Her Facebook friend Moore-Caradine was on the phone encouraging Fox. Her daughter Olivia, then a student at the University of Missouri-Columbia, was at her side. Surgery was at midnight Wednesday. The team was led by Dr. Ivo Svetanov.
The first person she saw in recovery was her friend and fellow book club member, Rochelle Mathews, a UIC nurse.
Within days of surgery, she was up and moving. She’d make short Facebook videos of her progress and exclaiming her gratitude. She didn’t know Powell and other relatives were watching them.
“They said watching gave them peace to know I was so grateful and doing so well with the transplant and that (the victim) was still living on through me,” Fox said.
In April, Fox got to meet the donor’s family when GOH brought them to the House of Hope Church in Chicago for a 10th anniversary celebration of the largest donor registration ever.

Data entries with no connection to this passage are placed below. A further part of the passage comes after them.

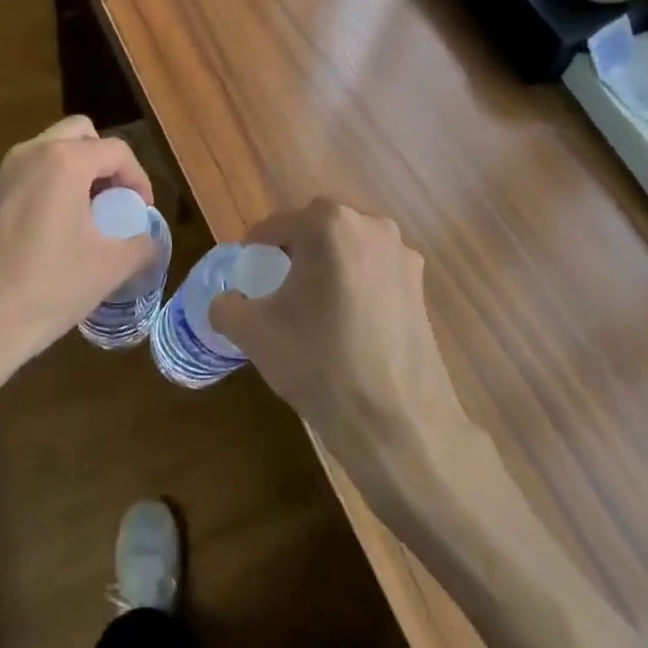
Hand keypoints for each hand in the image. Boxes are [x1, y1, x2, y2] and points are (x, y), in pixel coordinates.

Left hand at [0, 116, 155, 424]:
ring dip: (76, 171)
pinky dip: (50, 186)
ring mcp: (3, 174)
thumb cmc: (49, 286)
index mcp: (64, 161)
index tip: (142, 213)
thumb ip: (142, 245)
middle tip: (115, 199)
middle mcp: (30, 154)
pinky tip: (55, 230)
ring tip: (89, 214)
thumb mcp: (109, 267)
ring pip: (50, 150)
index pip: (116, 151)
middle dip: (105, 161)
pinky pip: (29, 174)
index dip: (139, 179)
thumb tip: (152, 242)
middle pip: (80, 133)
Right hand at [210, 199, 473, 484]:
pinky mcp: (421, 286)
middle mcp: (371, 225)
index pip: (276, 226)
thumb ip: (226, 306)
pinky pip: (374, 273)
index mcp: (329, 224)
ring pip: (348, 250)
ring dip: (326, 269)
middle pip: (316, 230)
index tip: (246, 280)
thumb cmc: (320, 365)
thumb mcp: (253, 334)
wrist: (397, 423)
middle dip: (293, 255)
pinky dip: (355, 286)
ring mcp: (402, 255)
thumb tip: (225, 302)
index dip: (254, 252)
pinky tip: (347, 326)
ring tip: (312, 310)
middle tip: (275, 292)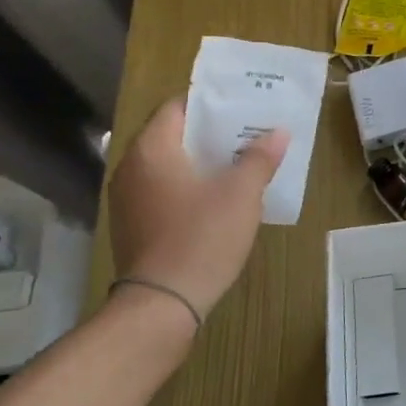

The night before the event, Fox met the family at a restaurant.
“It was so overwhelming. It was really emotional at the initial meeting because it hadn’t been that long (five months). They’re still mourning and in a lot of pain over his death and they’d been so gracious to me,” she said.
Fox fills her days working part-time. Her schedule gives her flexibility to make doctors’ appointments, although they aren’t as frequent now. She is on two anti-rejection medicines, a pill to regulate her heart rate and one to regulate parathyroid hormone.
Because her medications have suppressed her immune system, Fox can’t take anything outside her pharmacist-approved regimen. “I can’t even take cold medicine unless they give me the OK,” she said.
As the one year mark approaches, Fox says she will continue to help raise awareness of the need for organ and tissue donation, and support for those who are transplant recipients and their families.
“It’s just been a blessing because it really turned a tragedy into a triumph.”